Singer Ray Charles gives $2 million to Wilberforce University, the nation's oldest private black liberal arts university, to establish a scholarship fund and the Ray Charles Chair in Music and the Arts.
A 41-year-old Youngstown man is the first graduate of the Warren City Rescue Mission's six-month Christian-based program to get men with alcohol or drug problems back on track.
1985: Some 100 residents of Kermont Heights, an upscale neighborhood in northern Hubbard Township, are demanding that the vacant Kerr mansion, from which the development got its name, be razed after suffering heavy damage from the May 31 tornado.
Gov. Richard F. Celeste releases a 40-page report outlining Ohio's strategy for the future and calling for tighter controls on hazardous waste, air and water pollution, and research into how to remove sulfur from Ohio coal, making it more environmentally friendly.

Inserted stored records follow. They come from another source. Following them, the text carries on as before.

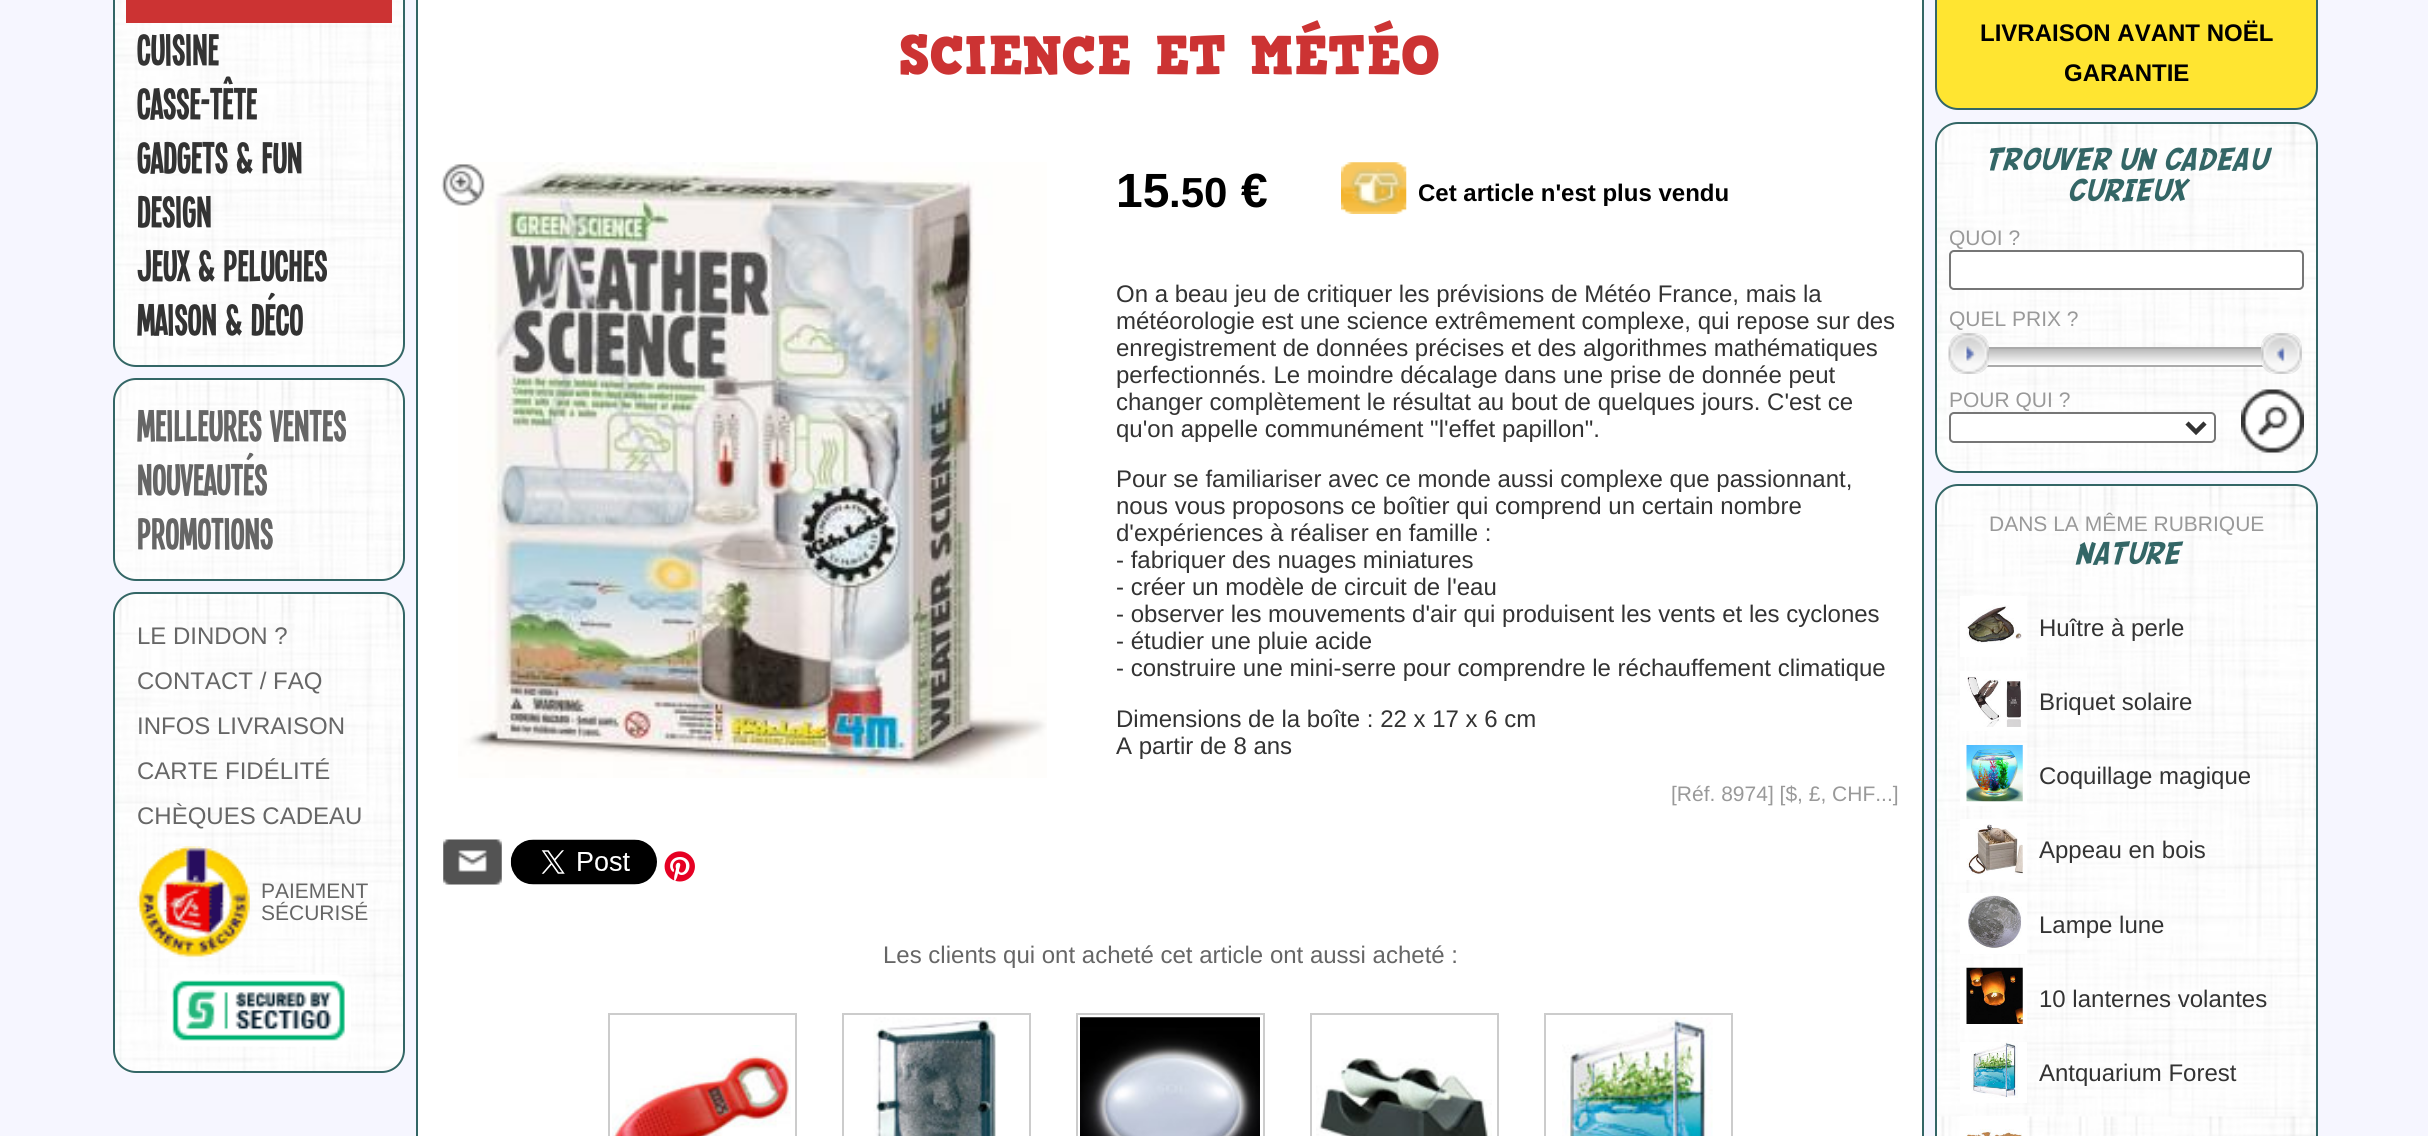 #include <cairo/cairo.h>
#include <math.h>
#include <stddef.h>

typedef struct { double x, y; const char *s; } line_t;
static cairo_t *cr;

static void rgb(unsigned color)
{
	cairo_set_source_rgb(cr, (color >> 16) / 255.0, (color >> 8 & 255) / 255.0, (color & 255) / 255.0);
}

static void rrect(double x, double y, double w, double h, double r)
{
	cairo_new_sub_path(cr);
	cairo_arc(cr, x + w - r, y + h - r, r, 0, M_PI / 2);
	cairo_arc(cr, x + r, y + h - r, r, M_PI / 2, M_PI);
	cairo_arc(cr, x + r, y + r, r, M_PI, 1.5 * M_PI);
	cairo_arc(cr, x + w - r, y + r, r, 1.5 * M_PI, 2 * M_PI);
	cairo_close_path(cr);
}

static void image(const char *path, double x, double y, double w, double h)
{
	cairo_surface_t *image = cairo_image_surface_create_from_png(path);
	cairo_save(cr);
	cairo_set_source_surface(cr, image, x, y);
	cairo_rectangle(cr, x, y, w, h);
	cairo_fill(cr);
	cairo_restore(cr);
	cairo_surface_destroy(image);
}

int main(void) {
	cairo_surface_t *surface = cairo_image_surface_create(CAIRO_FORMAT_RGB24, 2428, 1136);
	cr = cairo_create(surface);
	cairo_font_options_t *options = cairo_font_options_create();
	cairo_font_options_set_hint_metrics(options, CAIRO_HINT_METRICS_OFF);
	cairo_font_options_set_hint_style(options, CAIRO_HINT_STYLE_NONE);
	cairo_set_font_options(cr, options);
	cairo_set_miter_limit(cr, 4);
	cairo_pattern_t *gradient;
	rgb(0xf6f6ff);
	cairo_paint(cr);
	image("img/1.png", 113, 0, 292, 367);
	rrect(114, -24, 290, 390, 22);
	rgb(0x336666);
	cairo_stroke(cr);
	rgb(0xcc3333);
	cairo_rectangle(cr, 126, 0, 266, 23);
	cairo_fill(cr);
	image("img/2.png", 113, 378, 292, 203);
	rrect(114, 379, 290, 201, 22);
	rgb(0x336666);
	cairo_stroke(cr);
	image("img/3.png", 113, 592, 292, 481);
	rrect(114, 593, 290, 479, 22);
	cairo_stroke(cr);
	image("img/4.png", 137, 846, 113, 112);
	image("img/5.png", 167, 974, 184, 73);
	rgb(0xffffff);
	cairo_rectangle(cr, 417, -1, 1506, 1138);
	cairo_fill_preserve(cr);
	rgb(0x336666);
	cairo_stroke(cr);
	image("img/6.png", 458, 162, 589, 616);
	image("img/7.png", 441, 164, 44, 42);
	image("img/8.png", 443, 839, 59, 46);
	image("img/9.png", 510, 839, 147, 46);
	image("img/10.png", 664, 851, 31, 31);
	image("img/11.png", 1341, 162, 66, 52);
	cairo_rectangle(cr, 609, 1014, 187, 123);
	rgb(0xcccccc);
	cairo_stroke(cr);
	image("img/12.png", 612, 1045, 179, 91);
	cairo_rectangle(cr, 843, 1014, 187, 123);
	cairo_stroke(cr);
	image("img/13.png", 873, 1017, 124, 119);
	cairo_rectangle(cr, 1077, 1014, 187, 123);
	cairo_stroke(cr);
	image("img/14.png", 1080, 1017, 180, 119);
	cairo_rectangle(cr, 1311, 1014, 187, 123);
	cairo_stroke(cr);
	image("img/15.png", 1316, 1058, 176, 78);
	cairo_rectangle(cr, 1545, 1014, 187, 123);
	cairo_stroke(cr);
	image("img/16.png", 1562, 1017, 151, 119);
	rgb(0xffe531);
	rrect(1936, -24, 381, 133, 22);
	cairo_fill_preserve(cr);
	rgb(0x336666);
	cairo_stroke(cr);
	image("img/17.png", 1935, 122, 382, 351);
	rrect(1936, 123, 381, 349, 22);
	cairo_stroke(cr);
	rgb(0xffffff);
	rrect(1950, 251, 353, 38, 4);
	cairo_fill_preserve(cr);
	rgb(0x767676);
	cairo_stroke(cr);
	cairo_rectangle(cr, 1972, 348, 315, 18);
	rgb(0xaaaaaa);
	cairo_stroke(cr);
	gradient = cairo_pattern_create_linear(2130, 349, 2130, 365);
	cairo_pattern_add_color_stop_rgba(gradient, 0, 0.729, 0.729, 0.729, 1);
	cairo_pattern_add_color_stop_rgba(gradient, 1, 1, 1, 1, 1);
	cairo_set_source(cr, gradient);
	cairo_pattern_destroy(gradient);
	cairo_rectangle(cr, 1988, 349, 274, 16);
	cairo_fill(cr);
	rgb(0xe6e6e6);
	rrect(1949, 333, 40, 41, 14);
	cairo_fill(cr);
	image("img/18.png", 1948, 333, 41, 41);
	rrect(2261, 333, 41, 41, 14);
	cairo_fill(cr);
	image("img/19.png", 2261, 333, 41, 41);
	rgb(0xffffff);
	rrect(1950, 413, 265, 29, 4);
	cairo_fill_preserve(cr);
	rgb(0x767676);
	cairo_stroke(cr);
	cairo_new_path(cr);
	cairo_move_to(cr, 2187, 423);
	cairo_line_to(cr, 2196, 432);
	cairo_line_to(cr, 2205, 423);
	rgb(0x333333);
	cairo_set_line_width(cr, 4.5);
	cairo_stroke(cr);
	image("img/20.png", 2241, 389, 63, 64);
	image("img/21.png", 1935, 484, 383, 652);
	rrect(1936, 485, 381, 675, 22);
	rgb(0x336666);
	cairo_set_line_width(cr, 2);
	cairo_stroke(cr);
	rgb(0xffffff);
	cairo_rectangle(cr, 1960, 596, 67, 61);
	cairo_fill(cr);
	image("img/22.png", 1966, 605, 56, 39);
	cairo_rectangle(cr, 1960, 671, 67, 60);
	cairo_fill(cr);
	image("img/23.png", 1967, 676, 55, 51);
	cairo_rectangle(cr, 1960, 745, 67, 61);
	cairo_fill(cr);
	image("img/24.png", 1966, 745, 57, 57);
	cairo_rectangle(cr, 1960, 819, 67, 61);
	cairo_fill(cr);
	image("img/25.png", 1966, 824, 57, 51);
	cairo_rectangle(cr, 1960, 893, 67, 61);
	cairo_fill(cr);
	image("img/26.png", 1968, 894, 54, 54);
	cairo_rectangle(cr, 1960, 968, 67, 60);
	cairo_fill(cr);
	image("img/27.png", 1966, 967, 57, 57);
	cairo_rectangle(cr, 1960, 1042, 67, 61);
	cairo_fill(cr);
	image("img/28.png", 1971, 1042, 47, 56);
	cairo_rectangle(cr, 1960, 1116, 67, 20);
	cairo_fill(cr);
	image("img/29.png", 1966, 1129, 56, 7);
	cairo_select_font_face(cr, "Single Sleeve", CAIRO_FONT_SLANT_NORMAL, CAIRO_FONT_WEIGHT_NORMAL);
	cairo_set_font_size(cr, 24);
	rgb(0x333333);
	{
		static const line_t items[] = {
			{137, 65, "CUISINE"},
			{137, 119, "CASSE-TÊTE"},
			{137, 173, "GADGETS & FUN"},
			{137, 227, "DESIGN"},
			{137, 281, "JEUX & PELUCHES"},
			{137, 335, "MAISON & DÉCO"},
		};
		for (size_t i = 0; i < sizeof items / sizeof *items; i++) {
			cairo_move_to(cr, items[i].x, items[i].y);
			cairo_show_text(cr, items[i].s);
		}
	}
	rgb(0x666666);
	{
		static const line_t items[] = {
			{137, 441, "MEILLEURES VENTES"},
			{137, 495, "NOUVEAUTÉS"},
			{137, 549, "PROMOTIONS"},
		};
		for (size_t i = 0; i < sizeof items / sizeof *items; i++) {
			cairo_move_to(cr, items[i].x, items[i].y);
			cairo_show_text(cr, items[i].s);
		}
	}
	cairo_select_font_face(cr, "Liberation Sans", CAIRO_FONT_SLANT_NORMAL, CAIRO_FONT_WEIGHT_NORMAL);
	{
		static const line_t items[] = {
			{137, 644, "LE DINDON ?"},
			{137, 689, "CONTACT / FAQ"},
			{137, 734, "INFOS LIVRAISON"},
			{137, 779, "CARTE FIDÉLITÉ"},
			{137, 824, "CHÈQUES CADEAU"},
		};
		for (size_t i = 0; i < sizeof items / sizeof *items; i++) {
			cairo_move_to(cr, items[i].x, items[i].y);
			cairo_show_text(cr, items[i].s);
		}
	}
	cairo_set_font_size(cr, 21);
	cairo_move_to(cr, 261, 898);
	cairo_show_text(cr, "PAIEMENT");
	cairo_move_to(cr, 261, 920);
	cairo_show_text(cr, "SÉCURISÉ");
	cairo_select_font_face(cr, "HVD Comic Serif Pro", CAIRO_FONT_SLANT_NORMAL, CAIRO_FONT_WEIGHT_NORMAL);
	cairo_set_font_size(cr, 54);
	rgb(0xcc3333);
	cairo_move_to(cr, 899, 74);
	cairo_show_text(cr, "SCIENCE ET MÉTÉO");
	cairo_select_font_face(cr, "Liberation Sans", CAIRO_FONT_SLANT_NORMAL, CAIRO_FONT_WEIGHT_BOLD);
	cairo_set_font_size(cr, 48);
	rgb(0x000000);
	cairo_move_to(cr, 1116, 207);
	cairo_show_text(cr, "15");
	cairo_set_font_size(cr, 42);
	cairo_move_to(cr, 1169, 207);
	cairo_show_text(cr, ".50");
	cairo_set_font_size(cr, 48);
	cairo_move_to(cr, 1241, 207);
	cairo_show_text(cr, "€");
	cairo_set_font_size(cr, 24);
	cairo_move_to(cr, 1418, 201);
	cairo_show_text(cr, "Cet article n'est plus vendu");
	cairo_select_font_face(cr, "Liberation Sans", CAIRO_FONT_SLANT_NORMAL, CAIRO_FONT_WEIGHT_NORMAL);
	rgb(0x333333);
	{
		static const line_t items[] = {
			{1116, 302, "On a beau jeu de critiquer les prévisions de Météo France, mais la"},
			{1116, 329, "météorologie est une science extrêmement complexe, qui repose sur des"},
			{1116, 356, "enregistrement de données précises et des algorithmes mathématiques"},
			{1116, 383, "perfectionnés. Le moindre décalage dans une prise de donnée peut"},
			{1116, 410, "changer complètement le résultat au bout de quelques jours. C'est ce"},
			{1116, 437, "qu'on appelle communément \"l'effet papillon\"."},
			{1116, 487, "Pour se familiariser avec ce monde aussi complexe que passionnant,"},
			{1116, 514, "nous vous proposons ce boîtier qui comprend un certain nombre"},
			{1116, 541, "d'expériences à réaliser en famille :"},
			{1116, 568, "- fabriquer des nuages miniatures"},
			{1116, 595, "- créer un modèle de circuit de l'eau"},
			{1116, 622, "- observer les mouvements d'air qui produisent les vents et les cyclones"},
			{1116, 649, "- étudier une pluie acide"},
			{1116, 676, "- construire une mini-serre pour comprendre le réchauffement climatique"},
			{1116, 727, "Dimensions de la boîte : 22 x 17 x 6 cm"},
			{1116, 754, "A partir de 8 ans"},
		};
		for (size_t i = 0; i < sizeof items / sizeof *items; i++) {
			cairo_move_to(cr, items[i].x, items[i].y);
			cairo_show_text(cr, items[i].s);
		}
	}
	cairo_set_font_size(cr, 21);
	rgb(0x999999);
	cairo_move_to(cr, 1671, 801);
	cairo_show_text(cr, "[Réf. 8974] [$, £, CHF...]");
	cairo_set_font_size(cr, 24);
	rgb(0x666666);
	cairo_move_to(cr, 883, 963);
	cairo_show_text(cr, "Les clients qui ont acheté cet article ont aussi acheté :");
	cairo_select_font_face(cr, "Liberation Sans", CAIRO_FONT_SLANT_NORMAL, CAIRO_FONT_WEIGHT_BOLD);
	rgb(0x000000);
	cairo_move_to(cr, 1980, 41);
	cairo_show_text(cr, "LIVRAISON AVANT NOËL");
	cairo_move_to(cr, 2064, 81);
	cairo_show_text(cr, "GARANTIE");
	cairo_select_font_face(cr, "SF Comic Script", CAIRO_FONT_SLANT_NORMAL, CAIRO_FONT_WEIGHT_NORMAL);
	cairo_set_font_size(cr, 30);
	rgb(0x336666);
	cairo_move_to(cr, 1985, 169);
	cairo_show_text(cr, "TROUVER UN CADEAU");
	cairo_move_to(cr, 2066, 200);
	cairo_show_text(cr, "CURIEUX");
	cairo_select_font_face(cr, "Liberation Sans", CAIRO_FONT_SLANT_NORMAL, CAIRO_FONT_WEIGHT_NORMAL);
	cairo_set_font_size(cr, 21);
	rgb(0x999999);
	{
		static const line_t items[] = {
			{1949, 245, "QUOI ?"},
			{1949, 326, "QUEL PRIX ?"},
			{1949, 407, "POUR QUI ?"},
			{1989, 531, "DANS LA MÊME RUBRIQUE"},
		};
		for (size_t i = 0; i < sizeof items / sizeof *items; i++) {
			cairo_move_to(cr, items[i].x, items[i].y);
			cairo_show_text(cr, items[i].s);
		}
	}
	cairo_select_font_face(cr, "SF Comic Script", CAIRO_FONT_SLANT_NORMAL, CAIRO_FONT_WEIGHT_NORMAL);
	cairo_set_font_size(cr, 30);
	rgb(0x336666);
	cairo_move_to(cr, 2074, 563);
	cairo_show_text(cr, "NATURE");
	cairo_select_font_face(cr, "Liberation Sans", CAIRO_FONT_SLANT_NORMAL, CAIRO_FONT_WEIGHT_NORMAL);
	cairo_set_font_size(cr, 24);
	rgb(0x333333);
	{
		static const line_t items[] = {
			{2039, 636, "Huître à perle"},
			{2039, 710, "Briquet solaire"},
			{2039, 784, "Coquillage magique"},
			{2039, 858, "Appeau en bois"},
			{2039, 933, "Lampe lune"},
			{2039, 1007, "10 lanternes volantes"},
			{2039, 1081, "Antquarium Forest"},
		};
		for (size_t i = 0; i < sizeof items / sizeof *items; i++) {
			cairo_move_to(cr, items[i].x, items[i].y);
			cairo_show_text(cr, items[i].s);
		}
	}
	cairo_surface_write_to_png(surface, "page.png");
	cairo_font_options_destroy(options);
	cairo_destroy(cr);
	cairo_surface_destroy(surface);
	return 0;
}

The area's stormy summer continues as thunderstorms and nearly 3 inches of rain knocked out power to thousands of residents, primarily in Trumbull County.
1975: Warren could have 11 hours of bus service from three buses every day except Sunday if the city agrees to a contract with the Western Reserve Transit Authority.
The Idora Park manager and a special-duty policeman fired nine shots at three thieves who grabbed $40 from a ticket booth. One juvenile was apprehended.
Peter Carr of Massachusetts is barred from driving in New Hampshire for 60 days after Gov. Meldrim Thompson filed a complaint that while passing the governor's limousine, Carr gave him a hand signal that does not appear in any driver's manual.
1950: Two Youngstown and two Warren companies received Army contracts totaling $1.2 million. Automatic Sprinkler, Ben Rudick Construction, Denman Tire, and Brianard Steel won the contracts.
J. Myron McCrone, postmaster in Poland for 16 years, retires and is replaced by Mrs. Florence Needler.
Pandel Savic, the Girard gridder who sparked Ohio State to a 17-16 Rose Bowl victory over California in 1950, signs as quarterback with the Green Bay Packers. Savic enlisted in the Marine Corps in 1943 and served in the South Pacific before enrolling at OSU.